» **Required work**
Would you transcribe all of the data exactly, down to the last character?

[Saved data entries]
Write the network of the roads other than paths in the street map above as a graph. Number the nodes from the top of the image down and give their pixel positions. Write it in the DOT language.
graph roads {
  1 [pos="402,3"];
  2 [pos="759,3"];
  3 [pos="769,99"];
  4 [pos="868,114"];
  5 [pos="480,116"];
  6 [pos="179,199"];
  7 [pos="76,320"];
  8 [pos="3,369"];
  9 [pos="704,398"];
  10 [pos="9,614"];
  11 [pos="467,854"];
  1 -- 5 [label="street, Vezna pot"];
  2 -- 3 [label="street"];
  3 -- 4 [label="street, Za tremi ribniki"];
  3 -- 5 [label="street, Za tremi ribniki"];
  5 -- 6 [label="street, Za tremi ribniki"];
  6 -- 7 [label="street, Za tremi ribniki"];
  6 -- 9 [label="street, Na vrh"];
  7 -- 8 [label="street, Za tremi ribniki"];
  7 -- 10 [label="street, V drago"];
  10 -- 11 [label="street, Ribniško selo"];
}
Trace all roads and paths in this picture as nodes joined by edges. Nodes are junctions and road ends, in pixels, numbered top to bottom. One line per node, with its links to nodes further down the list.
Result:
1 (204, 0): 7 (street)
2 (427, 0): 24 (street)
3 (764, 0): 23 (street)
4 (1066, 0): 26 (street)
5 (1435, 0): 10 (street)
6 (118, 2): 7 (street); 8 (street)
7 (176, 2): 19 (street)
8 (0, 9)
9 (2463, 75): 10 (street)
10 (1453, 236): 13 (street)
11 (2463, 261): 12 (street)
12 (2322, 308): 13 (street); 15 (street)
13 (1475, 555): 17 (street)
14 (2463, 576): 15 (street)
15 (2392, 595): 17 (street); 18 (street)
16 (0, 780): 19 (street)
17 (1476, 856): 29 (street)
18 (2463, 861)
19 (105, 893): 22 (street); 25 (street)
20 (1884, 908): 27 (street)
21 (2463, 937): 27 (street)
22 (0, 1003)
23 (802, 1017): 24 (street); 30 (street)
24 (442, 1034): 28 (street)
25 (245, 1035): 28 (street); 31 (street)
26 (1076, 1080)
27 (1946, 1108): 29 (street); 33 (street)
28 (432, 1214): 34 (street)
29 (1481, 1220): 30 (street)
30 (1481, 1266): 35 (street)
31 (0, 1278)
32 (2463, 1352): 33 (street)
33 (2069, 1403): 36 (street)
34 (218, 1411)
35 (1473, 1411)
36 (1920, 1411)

» **Reply to the task**
Write the network of the roads other than paths in the street map above as a graph. Number the nodes from the top of the image down and give their pixel positions. Write it in the DOT language.
graph roads {
  1 [pos="402,3"];
  2 [pos="759,3"];
  3 [pos="769,99"];
  4 [pos="868,114"];
  5 [pos="480,116"];
  6 [pos="179,199"];
  7 [pos="76,320"];
  8 [pos="3,369"];
  9 [pos="704,398"];
  10 [pos="9,614"];
  11 [pos="467,854"];
  1 -- 5 [label="street, Vezna pot"];
  2 -- 3 [label="street"];
  3 -- 4 [label="street, Za tremi ribniki"];
  3 -- 5 [label="street, Za tremi ribniki"];
  5 -- 6 [label="street, Za tremi ribniki"];
  6 -- 7 [label="street, Za tremi ribniki"];
  6 -- 9 [label="street, Na vrh"];
  7 -- 8 [label="street, Za tremi ribniki"];
  7 -- 10 [label="street, V drago"];
  10 -- 11 [label="street, Ribniško selo"];
}
Trace all roads and paths in this picture as nodes joined by edges. Nodes are junctions and road ends, in pixels, numbered top to bottom. One line per node, with its links to nodes further down the list.
Result:
1 (204, 0): 7 (street)
2 (427, 0): 24 (street)
3 (764, 0): 23 (street)
4 (1066, 0): 26 (street)
5 (1435, 0): 10 (street)
6 (118, 2): 7 (street); 8 (street)
7 (176, 2): 19 (street)
8 (0, 9)
9 (2463, 75): 10 (street)
10 (1453, 236): 13 (street)
11 (2463, 261): 12 (street)
12 (2322, 308): 13 (street); 15 (street)
13 (1475, 555): 17 (street)
14 (2463, 576): 15 (street)
15 (2392, 595): 17 (street); 18 (street)
16 (0, 780): 19 (street)
17 (1476, 856): 29 (street)
18 (2463, 861)
19 (105, 893): 22 (street); 25 (street)
20 (1884, 908): 27 (street)
21 (2463, 937): 27 (street)
22 (0, 1003)
23 (802, 1017): 24 (street); 30 (street)
24 (442, 1034): 28 (street)
25 (245, 1035): 28 (street); 31 (street)
26 (1076, 1080)
27 (1946, 1108): 29 (street); 33 (street)
28 (432, 1214): 34 (street)
29 (1481, 1220): 30 (street)
30 (1481, 1266): 35 (street)
31 (0, 1278)
32 (2463, 1352): 33 (street)
33 (2069, 1403): 36 (street)
34 (218, 1411)
35 (1473, 1411)
36 (1920, 1411)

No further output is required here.